Work item
When you reach the entries, transcribe each one exactly.

Records for the exercise
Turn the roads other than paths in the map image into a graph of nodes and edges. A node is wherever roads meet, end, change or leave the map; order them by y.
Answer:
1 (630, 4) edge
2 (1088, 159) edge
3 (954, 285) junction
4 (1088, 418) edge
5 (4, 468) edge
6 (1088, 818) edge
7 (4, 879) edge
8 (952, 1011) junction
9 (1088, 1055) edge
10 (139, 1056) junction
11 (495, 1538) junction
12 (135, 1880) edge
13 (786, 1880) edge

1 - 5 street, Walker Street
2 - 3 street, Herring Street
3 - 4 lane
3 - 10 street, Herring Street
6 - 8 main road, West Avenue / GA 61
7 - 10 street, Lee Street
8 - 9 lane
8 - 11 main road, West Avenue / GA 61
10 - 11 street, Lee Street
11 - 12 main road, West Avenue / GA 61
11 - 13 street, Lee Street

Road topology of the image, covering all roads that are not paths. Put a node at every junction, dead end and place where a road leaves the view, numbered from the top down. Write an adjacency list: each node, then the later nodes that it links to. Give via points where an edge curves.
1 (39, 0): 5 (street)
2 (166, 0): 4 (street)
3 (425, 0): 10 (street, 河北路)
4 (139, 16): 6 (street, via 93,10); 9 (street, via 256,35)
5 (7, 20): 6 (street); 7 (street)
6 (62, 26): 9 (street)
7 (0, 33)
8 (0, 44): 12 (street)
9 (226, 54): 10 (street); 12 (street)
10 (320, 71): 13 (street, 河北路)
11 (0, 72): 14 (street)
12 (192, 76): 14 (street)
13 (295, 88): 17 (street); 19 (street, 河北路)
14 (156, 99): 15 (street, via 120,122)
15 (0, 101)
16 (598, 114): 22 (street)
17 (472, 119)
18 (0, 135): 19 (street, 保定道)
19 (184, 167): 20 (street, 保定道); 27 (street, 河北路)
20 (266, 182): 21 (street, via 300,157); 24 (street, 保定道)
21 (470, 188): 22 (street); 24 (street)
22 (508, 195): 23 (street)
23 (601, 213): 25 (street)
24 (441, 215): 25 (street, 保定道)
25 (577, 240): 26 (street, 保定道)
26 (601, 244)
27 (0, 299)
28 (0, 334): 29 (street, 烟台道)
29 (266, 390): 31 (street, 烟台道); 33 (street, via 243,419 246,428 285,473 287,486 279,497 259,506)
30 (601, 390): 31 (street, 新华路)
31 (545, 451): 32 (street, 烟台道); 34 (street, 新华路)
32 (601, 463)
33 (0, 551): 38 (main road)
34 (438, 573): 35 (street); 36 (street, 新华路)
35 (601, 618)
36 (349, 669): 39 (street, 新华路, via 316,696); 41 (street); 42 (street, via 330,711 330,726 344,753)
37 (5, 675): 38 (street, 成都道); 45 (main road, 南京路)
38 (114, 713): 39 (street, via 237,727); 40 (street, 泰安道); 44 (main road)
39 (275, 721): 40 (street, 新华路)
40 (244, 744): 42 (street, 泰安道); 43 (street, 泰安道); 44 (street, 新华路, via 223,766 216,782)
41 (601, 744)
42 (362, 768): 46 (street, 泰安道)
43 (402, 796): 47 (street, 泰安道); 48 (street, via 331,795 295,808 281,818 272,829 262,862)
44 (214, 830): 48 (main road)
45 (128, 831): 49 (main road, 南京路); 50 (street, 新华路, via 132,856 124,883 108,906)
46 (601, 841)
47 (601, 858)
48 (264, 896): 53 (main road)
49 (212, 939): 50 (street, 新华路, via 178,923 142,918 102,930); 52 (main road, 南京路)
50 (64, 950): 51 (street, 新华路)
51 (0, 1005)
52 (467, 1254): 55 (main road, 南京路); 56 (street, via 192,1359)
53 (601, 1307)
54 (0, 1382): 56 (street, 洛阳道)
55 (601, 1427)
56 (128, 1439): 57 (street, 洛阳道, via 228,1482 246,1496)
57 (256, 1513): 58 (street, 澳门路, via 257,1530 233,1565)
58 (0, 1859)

Reply to the exercise
Turn the roads other than paths in the map image into a graph of nodes and edges. A node is wherever roads meet, end, change or leave the map; order them by y.
Answer:
1 (630, 4) edge
2 (1088, 159) edge
3 (954, 285) junction
4 (1088, 418) edge
5 (4, 468) edge
6 (1088, 818) edge
7 (4, 879) edge
8 (952, 1011) junction
9 (1088, 1055) edge
10 (139, 1056) junction
11 (495, 1538) junction
12 (135, 1880) edge
13 (786, 1880) edge

1 - 5 street, Walker Street
2 - 3 street, Herring Street
3 - 4 lane
3 - 10 street, Herring Street
6 - 8 main road, West Avenue / GA 61
7 - 10 street, Lee Street
8 - 9 lane
8 - 11 main road, West Avenue / GA 61
10 - 11 street, Lee Street
11 - 12 main road, West Avenue / GA 61
11 - 13 street, Lee Street

Road topology of the image, covering all roads that are not paths. Put a node at every junction, dead end and place where a road leaves the view, numbered from the top down. Write an adjacency list: each node, then the later nodes that it links to. Give via points where an edge curves.
1 (39, 0): 5 (street)
2 (166, 0): 4 (street)
3 (425, 0): 10 (street, 河北路)
4 (139, 16): 6 (street, via 93,10); 9 (street, via 256,35)
5 (7, 20): 6 (street); 7 (street)
6 (62, 26): 9 (street)
7 (0, 33)
8 (0, 44): 12 (street)
9 (226, 54): 10 (street); 12 (street)
10 (320, 71): 13 (street, 河北路)
11 (0, 72): 14 (street)
12 (192, 76): 14 (street)
13 (295, 88): 17 (street); 19 (street, 河北路)
14 (156, 99): 15 (street, via 120,122)
15 (0, 101)
16 (598, 114): 22 (street)
17 (472, 119)
18 (0, 135): 19 (street, 保定道)
19 (184, 167): 20 (street, 保定道); 27 (street, 河北路)
20 (266, 182): 21 (street, via 300,157); 24 (street, 保定道)
21 (470, 188): 22 (street); 24 (street)
22 (508, 195): 23 (street)
23 (601, 213): 25 (street)
24 (441, 215): 25 (street, 保定道)
25 (577, 240): 26 (street, 保定道)
26 (601, 244)
27 (0, 299)
28 (0, 334): 29 (street, 烟台道)
29 (266, 390): 31 (street, 烟台道); 33 (street, via 243,419 246,428 285,473 287,486 279,497 259,506)
30 (601, 390): 31 (street, 新华路)
31 (545, 451): 32 (street, 烟台道); 34 (street, 新华路)
32 (601, 463)
33 (0, 551): 38 (main road)
34 (438, 573): 35 (street); 36 (street, 新华路)
35 (601, 618)
36 (349, 669): 39 (street, 新华路, via 316,696); 41 (street); 42 (street, via 330,711 330,726 344,753)
37 (5, 675): 38 (street, 成都道); 45 (main road, 南京路)
38 (114, 713): 39 (street, via 237,727); 40 (street, 泰安道); 44 (main road)
39 (275, 721): 40 (street, 新华路)
40 (244, 744): 42 (street, 泰安道); 43 (street, 泰安道); 44 (street, 新华路, via 223,766 216,782)
41 (601, 744)
42 (362, 768): 46 (street, 泰安道)
43 (402, 796): 47 (street, 泰安道); 48 (street, via 331,795 295,808 281,818 272,829 262,862)
44 (214, 830): 48 (main road)
45 (128, 831): 49 (main road, 南京路); 50 (street, 新华路, via 132,856 124,883 108,906)
46 (601, 841)
47 (601, 858)
48 (264, 896): 53 (main road)
49 (212, 939): 50 (street, 新华路, via 178,923 142,918 102,930); 52 (main road, 南京路)
50 (64, 950): 51 (street, 新华路)
51 (0, 1005)
52 (467, 1254): 55 (main road, 南京路); 56 (street, via 192,1359)
53 (601, 1307)
54 (0, 1382): 56 (street, 洛阳道)
55 (601, 1427)
56 (128, 1439): 57 (street, 洛阳道, via 228,1482 246,1496)
57 (256, 1513): 58 (street, 澳门路, via 257,1530 233,1565)
58 (0, 1859)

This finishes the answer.